## Recorded data
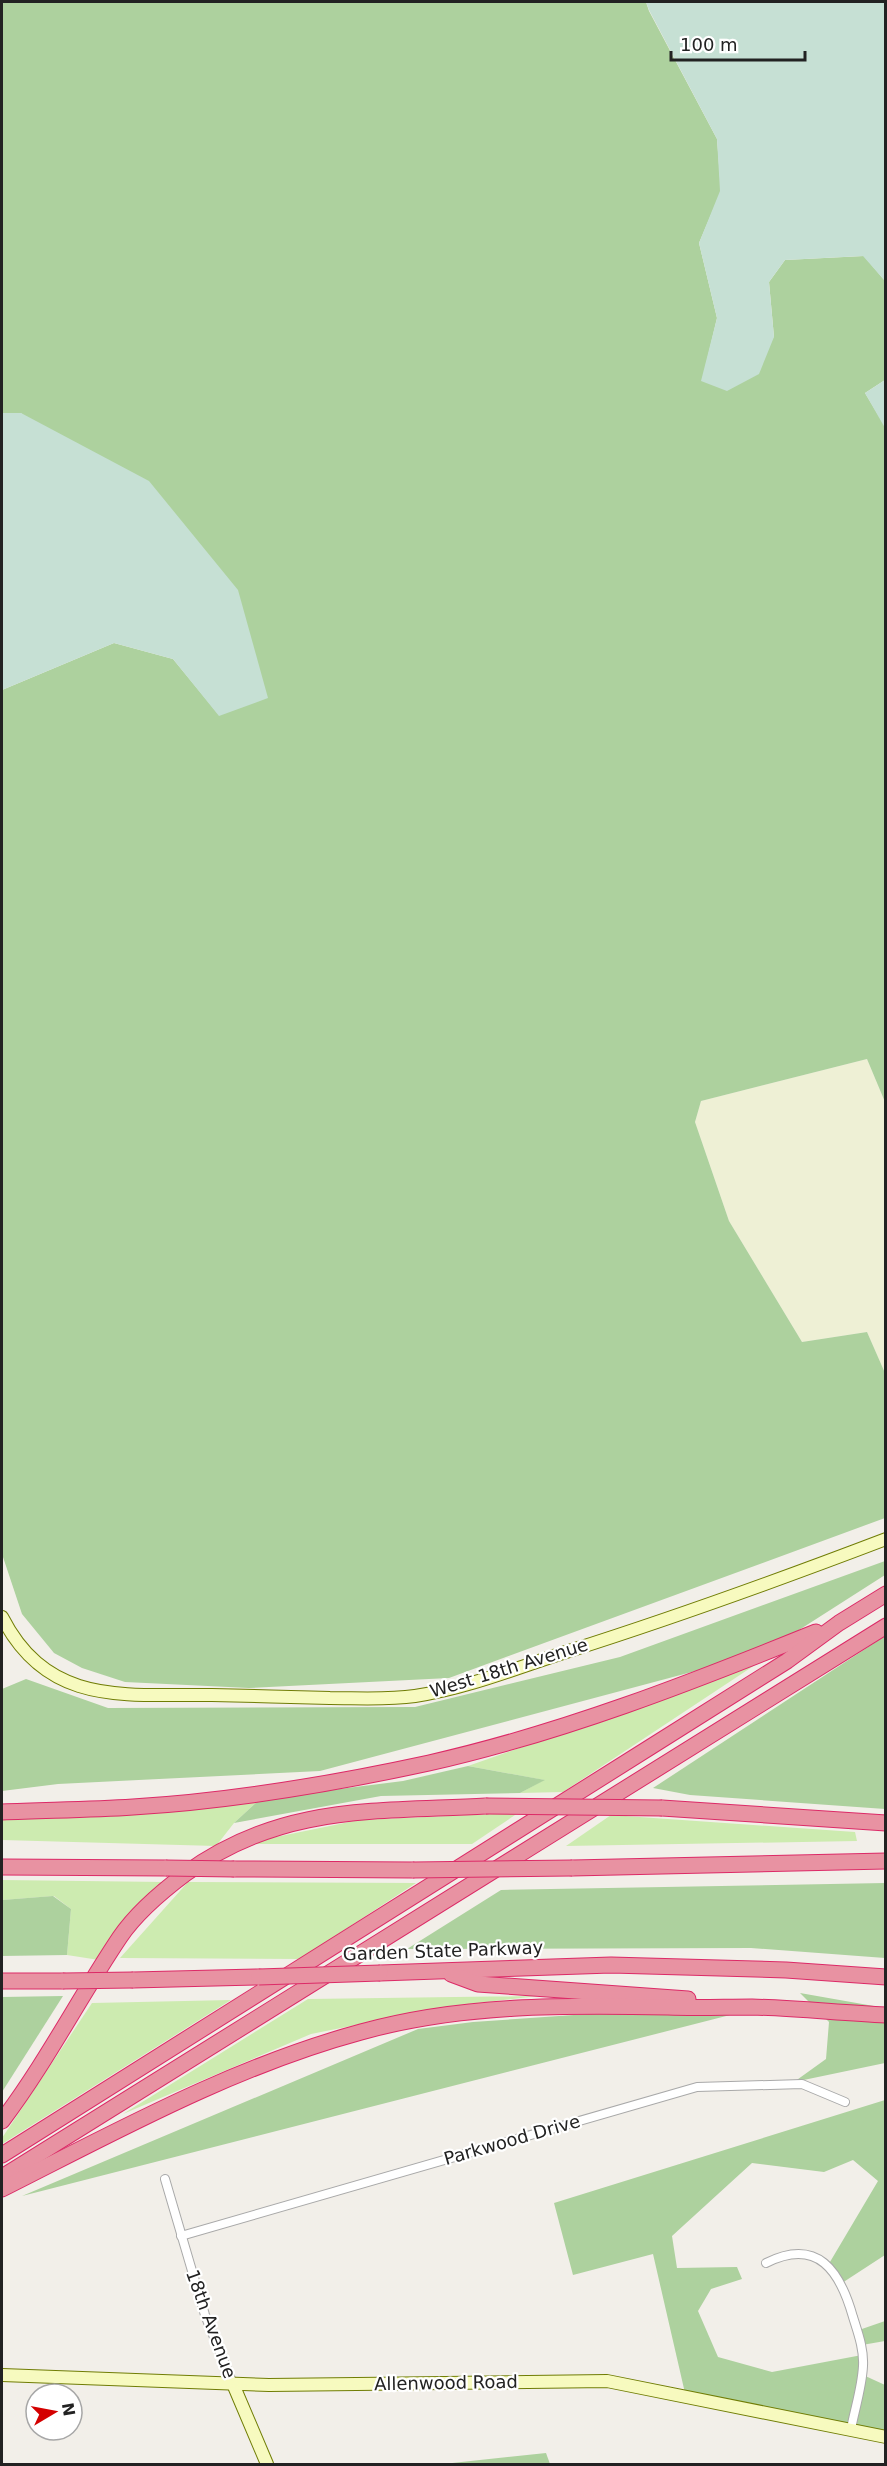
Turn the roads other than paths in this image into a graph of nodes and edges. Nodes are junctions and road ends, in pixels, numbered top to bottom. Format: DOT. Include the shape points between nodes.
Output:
graph roads {
  1 [pos="885,1539"];
  2 [pos="885,1594"];
  3 [pos="2,1617"];
  4 [pos="839,1623"];
  5 [pos="885,1626"];
  6 [pos="2,1812"];
  7 [pos="885,1823"];
  8 [pos="885,1861"];
  9 [pos="2,1867"];
  10 [pos="445,1972"];
  11 [pos="885,1977"];
  12 [pos="2,1981"];
  13 [pos="752,2007"];
  14 [pos="885,2016"];
  15 [pos="845,2102"];
  16 [pos="2,2121"];
  17 [pos="2,2155"];
  18 [pos="2,2177"];
  19 [pos="165,2179"];
  20 [pos="2,2189"];
  21 [pos="181,2236"];
  22 [pos="766,2263"];
  23 [pos="2,2374"];
  24 [pos="233,2384"];
  25 [pos="851,2429"];
  26 [pos="885,2437"];
  27 [pos="267,2464"];
  1 -- 3 [label="street, West 18th Avenue" via="670,1618 464,1685 412,1696 148,1695 88,1690 64,1682 34,1662 16,1643"];
  2 -- 4 [label="highway"];
  4 -- 6 [label="highway" via="769,1653 603,1713 432,1762 341,1781 210,1799 134,1807"];
  4 -- 17 [label="highway" via="787,1661"];
  5 -- 18 [label="highway"];
  7 -- 16 [label="highway, bridge" via="662,1808 486,1806 358,1812 293,1821 208,1857 148,1904 121,1936 36,2074"];
  8 -- 9 [label="highway, bridge" via="413,1870"];
  10 -- 11 [label="highway, Garden State Parkway" via="611,1965"];
  10 -- 12 [label="highway, Garden State Parkway, bridge"];
  10 -- 13 [label="highway" via="478,1984"];
  13 -- 14 [label="highway"];
  13 -- 20 [label="highway" via="540,2007 463,2012 392,2024 336,2039 243,2074"];
  15 -- 21 [label="street, Parkwood Drive" via="802,2084 697,2087"];
  19 -- 21 [label="street, 18th Avenue"];
  21 -- 24 [label="street, 18th Avenue" via="205,2315"];
  22 -- 25 [label="street" via="785,2255 807,2255 829,2268 843,2284 863,2357"];
  23 -- 24 [label="street, Allenwood Road"];
  24 -- 25 [label="street, Allenwood Road" via="618,2382"];
  24 -- 27 [label="street, 18th Avenue"];
  25 -- 26 [label="street, Allenwood Road"];
}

## What to work on
Filter the entries and copy each line with "Garden".

## Output of the exercise
  10 -- 11 [label="highway, Garden State Parkway" via="611,1965"];
  10 -- 12 [label="highway, Garden State Parkway, bridge"];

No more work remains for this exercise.